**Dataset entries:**

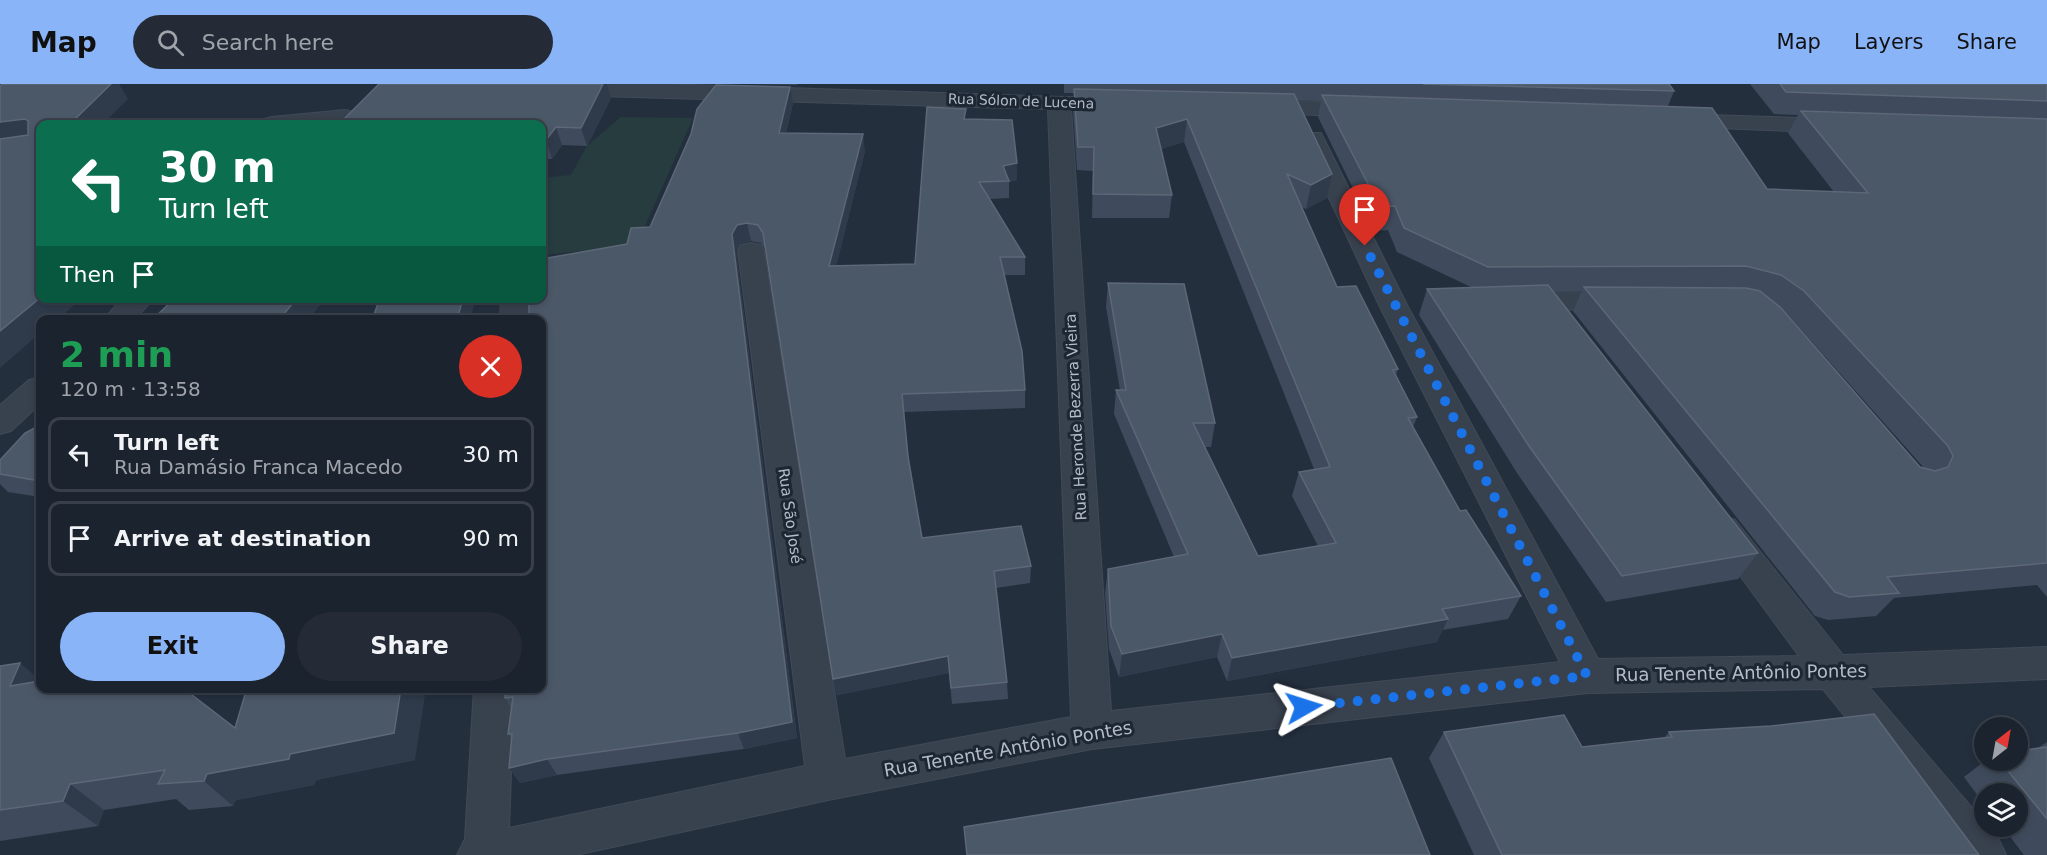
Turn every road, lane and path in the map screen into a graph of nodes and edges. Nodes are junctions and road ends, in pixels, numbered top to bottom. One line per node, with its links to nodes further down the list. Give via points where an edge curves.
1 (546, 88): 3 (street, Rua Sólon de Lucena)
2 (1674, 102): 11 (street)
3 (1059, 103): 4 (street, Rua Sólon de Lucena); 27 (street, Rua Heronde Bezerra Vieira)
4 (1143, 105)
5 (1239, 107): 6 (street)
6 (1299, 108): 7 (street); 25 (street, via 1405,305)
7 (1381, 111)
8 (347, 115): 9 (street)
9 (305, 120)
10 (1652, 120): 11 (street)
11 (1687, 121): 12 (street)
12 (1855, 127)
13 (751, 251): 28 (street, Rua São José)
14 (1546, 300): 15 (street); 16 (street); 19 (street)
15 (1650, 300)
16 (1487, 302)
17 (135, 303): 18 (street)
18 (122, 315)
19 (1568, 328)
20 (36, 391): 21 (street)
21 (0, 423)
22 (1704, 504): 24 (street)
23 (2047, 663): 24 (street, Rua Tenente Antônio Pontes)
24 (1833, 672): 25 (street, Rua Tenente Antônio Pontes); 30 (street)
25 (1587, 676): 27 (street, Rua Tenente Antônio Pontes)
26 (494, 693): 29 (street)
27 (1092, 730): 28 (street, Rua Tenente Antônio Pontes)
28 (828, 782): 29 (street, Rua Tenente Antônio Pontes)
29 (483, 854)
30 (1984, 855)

**What is being asked:** Transcribe each entry precisely as given, leaving the pictures out.

**Task output:**
Turn every road, lane and path in the map screen into a graph of nodes and edges. Nodes are junctions and road ends, in pixels, numbered top to bottom. One line per node, with its links to nodes further down the list. Give via points where an edge curves.
1 (546, 88): 3 (street, Rua Sólon de Lucena)
2 (1674, 102): 11 (street)
3 (1059, 103): 4 (street, Rua Sólon de Lucena); 27 (street, Rua Heronde Bezerra Vieira)
4 (1143, 105)
5 (1239, 107): 6 (street)
6 (1299, 108): 7 (street); 25 (street, via 1405,305)
7 (1381, 111)
8 (347, 115): 9 (street)
9 (305, 120)
10 (1652, 120): 11 (street)
11 (1687, 121): 12 (street)
12 (1855, 127)
13 (751, 251): 28 (street, Rua São José)
14 (1546, 300): 15 (street); 16 (street); 19 (street)
15 (1650, 300)
16 (1487, 302)
17 (135, 303): 18 (street)
18 (122, 315)
19 (1568, 328)
20 (36, 391): 21 (street)
21 (0, 423)
22 (1704, 504): 24 (street)
23 (2047, 663): 24 (street, Rua Tenente Antônio Pontes)
24 (1833, 672): 25 (street, Rua Tenente Antônio Pontes); 30 (street)
25 (1587, 676): 27 (street, Rua Tenente Antônio Pontes)
26 (494, 693): 29 (street)
27 (1092, 730): 28 (street, Rua Tenente Antônio Pontes)
28 (828, 782): 29 (street, Rua Tenente Antônio Pontes)
29 (483, 854)
30 (1984, 855)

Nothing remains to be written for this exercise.